TUNNEL IN THE SKY by ROBERT A. HEINLEIN

“If the town votes it, I’ll be for it. But I won’t try to argue them into it. Look, Rod, you’ve got this fixed idea that this spot is dangerously exposed. The facts don’t support you. On the other hand see what we have. Running water from upstream, waste disposal downstream, quarters comfortable and adequate for the climate. Salt do you have salt there?”

“We didn’t look for itbut it would be easy to bring it from the seashore.”

“We’ve got it closer here. We’ve got prospects of metal. You haven’t seen that ore outcropping yet, have you? We’re better equipped every day; our standard of living is going up. We have a colony nobody need be ashamed of and we did it with bare hands; we were never meant to be a colony. Why throw up what we have gained to squat in caves like savages?”

Rod sighed. “Grant, this bank may be flooded in the rainy season aside from its poor protection now.”

“It doesn’t look it to me, but if so, we’ll see it in time. Right now we are going into the dry season. So let’s talk it over a few months from now.

Rod gave up. He refused to resume as “City Manager” nor would Caroline keep it when Rod turned it down. Bill Kennedy was appointed and Rod went to work under Cliff as a hunter, slept in the big shed upstream with the bachelors, and took his turn at night watch. The watch had been reduced to one man, whose duty was simply to tend fires. There was talk of cutting out the night fires, as fuel was no longer easy to find nearby and many seemed satisfied that the thorn barrier was enough.

Rod kept his mouth shut and stayed alert at night.

Game continued to be plentiful but became skittish.

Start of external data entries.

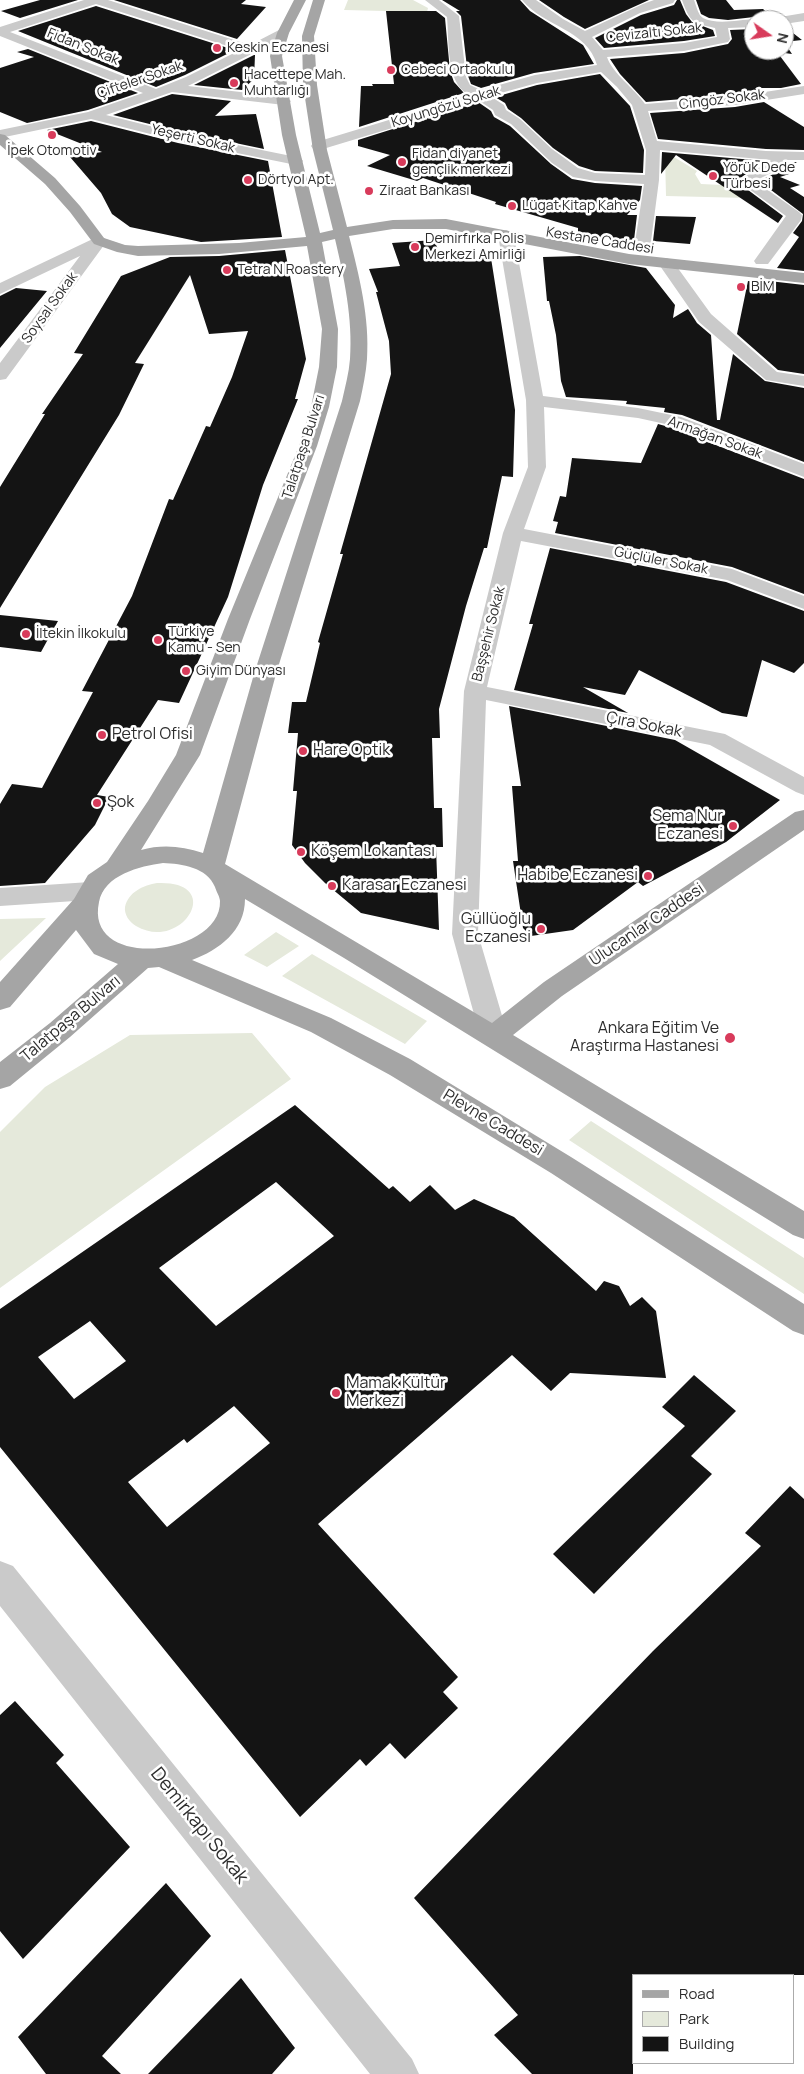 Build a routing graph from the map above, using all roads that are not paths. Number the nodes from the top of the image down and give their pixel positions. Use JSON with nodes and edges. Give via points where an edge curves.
{"nodes":[{"id":1,"x":96,"y":0,"type":"edge"},
{"id":2,"x":300,"y":0,"type":"edge"},
{"id":3,"x":319,"y":0,"type":"edge"},
{"id":4,"x":431,"y":0,"type":"edge"},
{"id":5,"x":528,"y":0,"type":"edge"},
{"id":6,"x":669,"y":0,"type":"edge"},
{"id":7,"x":688,"y":0,"type":"edge"},
{"id":8,"x":744,"y":23,"type":"edge"},
{"id":9,"x":721,"y":24,"type":"junction"},
{"id":10,"x":0,"y":31,"type":"edge"},
{"id":11,"x":283,"y":33,"type":"junction"},
{"id":12,"x":586,"y":36,"type":"junction"},
{"id":13,"x":250,"y":49,"type":"junction"},
{"id":14,"x":600,"y":54,"type":"junction"},
{"id":15,"x":604,"y":68,"type":"junction"},
{"id":16,"x":170,"y":88,"type":"junction"},
{"id":17,"x":804,"y":90,"type":"edge"},
{"id":18,"x":154,"y":93,"type":"junction"},
{"id":19,"x":480,"y":95,"type":"junction"},
{"id":20,"x":284,"y":101,"type":"junction"},
{"id":21,"x":640,"y":108,"type":"junction"},
{"id":22,"x":91,"y":115,"type":"junction"},
{"id":23,"x":0,"y":136,"type":"edge"},
{"id":24,"x":653,"y":145,"type":"junction"},
{"id":25,"x":318,"y":146,"type":"junction"},
{"id":26,"x":804,"y":156,"type":"edge"},
{"id":27,"x":780,"y":157,"type":"junction"},
{"id":28,"x":296,"y":161,"type":"junction"},
{"id":29,"x":652,"y":180,"type":"junction"},
{"id":30,"x":340,"y":227,"type":"junction"},
{"id":31,"x":312,"y":235,"type":"junction"},
{"id":32,"x":506,"y":235,"type":"junction"},
{"id":33,"x":99,"y":241,"type":"junction"},
{"id":34,"x":642,"y":249,"type":"junction"},
{"id":35,"x":762,"y":262,"type":"junction"},
{"id":36,"x":666,"y":263,"type":"junction"},
{"id":37,"x":804,"y":266,"type":"edge"},
{"id":38,"x":804,"y":278,"type":"edge"},
{"id":39,"x":0,"y":289,"type":"edge"},
{"id":40,"x":0,"y":375,"type":"edge"},
{"id":41,"x":804,"y":381,"type":"edge"},
{"id":42,"x":535,"y":400,"type":"junction"},
{"id":43,"x":804,"y":471,"type":"edge"},
{"id":44,"x":514,"y":533,"type":"junction"},
{"id":45,"x":804,"y":603,"type":"edge"},
{"id":46,"x":475,"y":690,"type":"junction"},
{"id":47,"x":804,"y":787,"type":"edge"},
{"id":48,"x":804,"y":818,"type":"edge"},
{"id":49,"x":117,"y":866,"type":"junction"},
{"id":50,"x":218,"y":870,"type":"junction"},
{"id":51,"x":0,"y":897,"type":"edge"},
{"id":52,"x":87,"y":897,"type":"junction"},
{"id":53,"x":152,"y":959,"type":"junction"},
{"id":54,"x":0,"y":1000,"type":"edge"},
{"id":55,"x":494,"y":1036,"type":"junction"},
{"id":56,"x":0,"y":1078,"type":"edge"},
{"id":57,"x":804,"y":1226,"type":"edge"},
{"id":58,"x":804,"y":1321,"type":"edge"},
{"id":59,"x":0,"y":1578,"type":"edge"},
{"id":60,"x":397,"y":2074,"type":"edge"}],
"edges":[{"from":1,"to":10,"type":"street"},
{"from":1,"to":13,"type":"street"},
{"from":2,"to":11,"type":"main road","name":"Talatpaşa Bulvarı"},
{"from":3,"to":25,"type":"main road","name":"Talatpaşa Bulvarı","via":[[307,48]]},
{"from":4,"to":19,"type":"street","via":[[453,16],[460,78],[465,88]]},
{"from":5,"to":12,"type":"street"},
{"from":6,"to":12,"type":"street","via":[[637,10]]},
{"from":7,"to":9,"type":"street","via":[[694,16],[700,21]]},
{"from":8,"to":9,"type":"street","name":"Cevizaltı Sokak"},
{"from":9,"to":14,"type":"street","name":"Cevizaltı Sokak","via":[[724,39],[684,47]]},
{"from":10,"to":18,"type":"street","name":"Fidan Sokak"},
{"from":11,"to":13,"type":"street","name":"Çifteler Sokak"},
{"from":11,"to":20,"type":"main road","name":"Talatpaşa Bulvarı","via":[[276,56]]},
{"from":12,"to":14,"type":"street"},
{"from":13,"to":16,"type":"street","name":"Çifteler Sokak"},
{"from":14,"to":15,"type":"street"},
{"from":15,"to":19,"type":"street","name":"Koyungözü Sokak","via":[[535,79]]},
{"from":15,"to":21,"type":"street","via":[[622,84]]},
{"from":16,"to":18,"type":"street","name":"Çifteler Sokak"},
{"from":16,"to":20,"type":"street"},
{"from":17,"to":21,"type":"street","name":"Cingöz Sokak","via":[[735,101]]},
{"from":18,"to":22,"type":"street","name":"Çifteler Sokak"},
{"from":19,"to":25,"type":"street","name":"Koyungözü Sokak"},
{"from":19,"to":29,"type":"street","via":[[576,174]]},
{"from":20,"to":28,"type":"main road","name":"Talatpaşa Bulvarı"},
{"from":21,"to":24,"type":"street"},
{"from":22,"to":23,"type":"street","name":"Çifteler Sokak"},
{"from":22,"to":28,"type":"street","name":"Yeşerti Sokak"},
{"from":23,"to":33,"type":"main road","via":[[50,181]]},
{"from":24,"to":27,"type":"street"},
{"from":24,"to":29,"type":"street"},
{"from":25,"to":30,"type":"main road","name":"Talatpaşa Bulvarı"},
{"from":26,"to":27,"type":"street"},
{"from":27,"to":35,"type":"street","via":[[776,165],[746,181],[794,215]]},
{"from":28,"to":31,"type":"main road","name":"Talatpaşa Bulvarı"},
{"from":29,"to":34,"type":"street"},
{"from":30,"to":31,"type":"main road"},
{"from":30,"to":32,"type":"main road","name":"Kestane Caddesi","via":[[428,223]]},
{"from":30,"to":34,"type":"main road","name":"Kestane Caddesi","via":[[358,216],[435,211]]},
{"from":30,"to":50,"type":"main road","name":"Talatpaşa Bulvarı","via":[[358,324],[358,369],[351,401],[265,674]]},
{"from":31,"to":33,"type":"main road","via":[[262,247],[138,251]]},
{"from":31,"to":49,"type":"main road","name":"Talatpaşa Bulvarı","via":[[330,328],[328,368],[308,446],[188,755]]},
{"from":32,"to":36,"type":"main road","name":"Kestane Caddesi"},
{"from":32,"to":42,"type":"street","name":"Başşehir Sokak"},
{"from":33,"to":39,"type":"street"},
{"from":33,"to":40,"type":"street","name":"Soysal Sokak"},
{"from":34,"to":35,"type":"main road","name":"Kestane Caddesi"},
{"from":35,"to":37,"type":"main road","name":"Kestane Caddesi"},
{"from":36,"to":38,"type":"main road","name":"Kestane Caddesi"},
{"from":36,"to":41,"type":"street","via":[[705,318],[772,376]]},
{"from":42,"to":43,"type":"street","name":"Armağan Sokak","via":[[675,421]]},
{"from":42,"to":44,"type":"street","name":"Başşehir Sokak","via":[[537,467]]},
{"from":44,"to":45,"type":"street","name":"Güçlüler Sokak","via":[[732,575]]},
{"from":44,"to":46,"type":"street","name":"Başşehir Sokak"},
{"from":46,"to":47,"type":"street","name":"Çıra Sokak","via":[[717,739]]},
{"from":46,"to":55,"type":"street","name":"Başşehir Sokak","via":[[465,934]]},
{"from":48,"to":55,"type":"main road","name":"Ulucanlar Caddesi","via":[[553,989]]},
{"from":49,"to":50,"type":"main road","via":[[157,855],[178,855]]},
{"from":49,"to":52,"type":"main road","via":[[102,877]]},
{"from":50,"to":53,"type":"main road","name":"Talatpaşa Bulvarı","via":[[231,886],[233,896],[232,912],[224,928],[188,953]]},
{"from":50,"to":55,"type":"main road"},
{"from":51,"to":52,"type":"street"},
{"from":52,"to":53,"type":"main road","via":[[84,919],[90,933],[102,945],[120,954]]},
{"from":52,"to":54,"type":"main road"},
{"from":53,"to":56,"type":"main road","name":"Talatpaşa Bulvarı"},
{"from":53,"to":58,"type":"main road","name":"Plevne Caddesi","via":[[321,1025],[400,1067],[561,1165]]},
{"from":55,"to":57,"type":"main road"},
{"from":59,"to":60,"type":"street","name":"Demirkapı Sokak"}]}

Buck did not come out of cover the way they had in rainy weather; it was necessary to search and drive them out. Carnivores seemed to have become scarcer. But the first real indication of peculiar seasonal habits of native fauna came from a very minor carnivore. Mick Mahmud returned to camp with a badly chewed foot; Bob Baxter patched him up and asked about it.

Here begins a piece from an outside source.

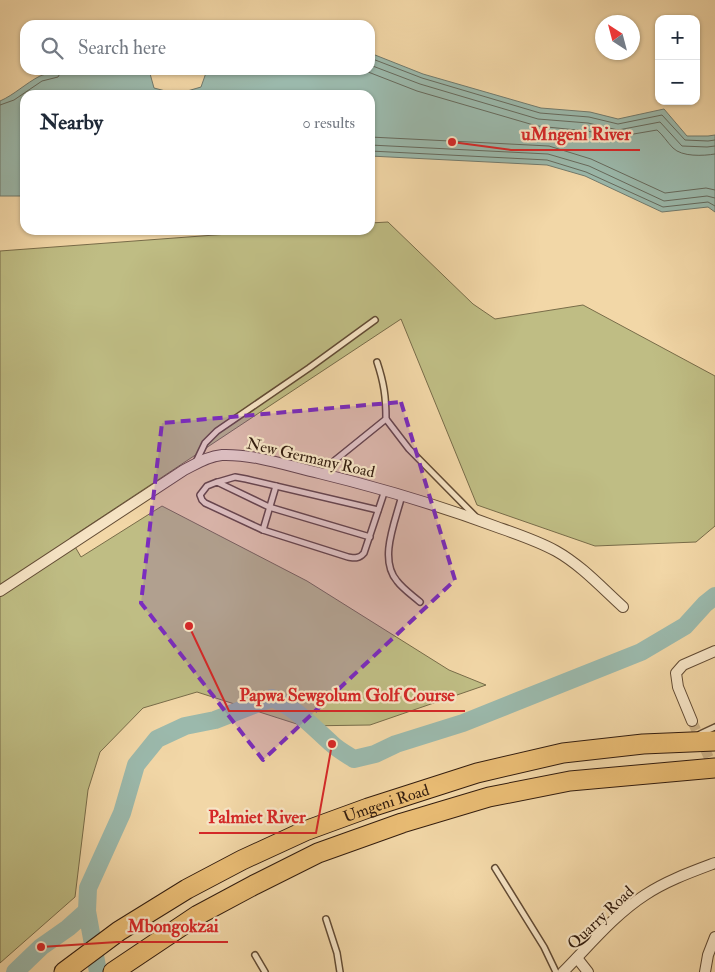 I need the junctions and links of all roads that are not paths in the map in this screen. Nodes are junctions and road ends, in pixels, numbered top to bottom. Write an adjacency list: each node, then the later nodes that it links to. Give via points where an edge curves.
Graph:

“You wouldn’t believe it.”

“Try me.”

“Well, it was just a dopy joe. I paid no attention to it, of course. Next thing I knew I was flat on my back and trying to shake it loose. He did all that to me before I got a knife into him. Then I had to cut his jaws loose.”

“Lucky you didn’t bleed to death.”

When Rod heard Mick’s story, he told Roy. Having had one experience with a dopy joe turned aggressive, Roy took it seriously and had Cliff warn all hands to watch out; they seemed to have turned nasty.

Three days later the migration of animals started.

At first it was just a drifting which appeared aimless except that it was always downstream. Animals had long since ceased to use the watering place above the settlement and buck rarely appeared in the little valley; now they began drifting into it, would find themselves baffled by the thorn fence, and would scramble out. Nor was it confined to antelope types; wingless birds with great “false faces,” rodents, rooters, types nameless to humans, all joined the migration. One of the monstrous leonine predators they called stobor approached the barricade in broad daylight, looked at it, lashed his tail, then clawed his way up the bluff and headed downstream again.

Cliff called off his hunting parties; there was no need to hunt when game walked into camp.

Rod found himself more edgy than usual that night as it grew dark. He left his seat near the barbecue pit and went over to Jimmy and Jacqueline. “What’s the matter with this place? It’s spooky.”

Jimmy twitched his shoulders. “I feel it. Maybe it’s the funny way the animals are acting. Say, did you hear they killed a joe inside camp?”

“I know what it is,” Jacqueline said suddenly. “No ‘Grand Opera.'”

“Grand Opera” was Jimmy’s name for the creatures with the awful noises, the ones which had turned Rod’s first night into a siege of terror. They serenaded every evening for the first hour of darkness. Rod’s mind had long since blanked them out, heeded them no more than chorusing cicadas. He had not consciously heard them for weeks.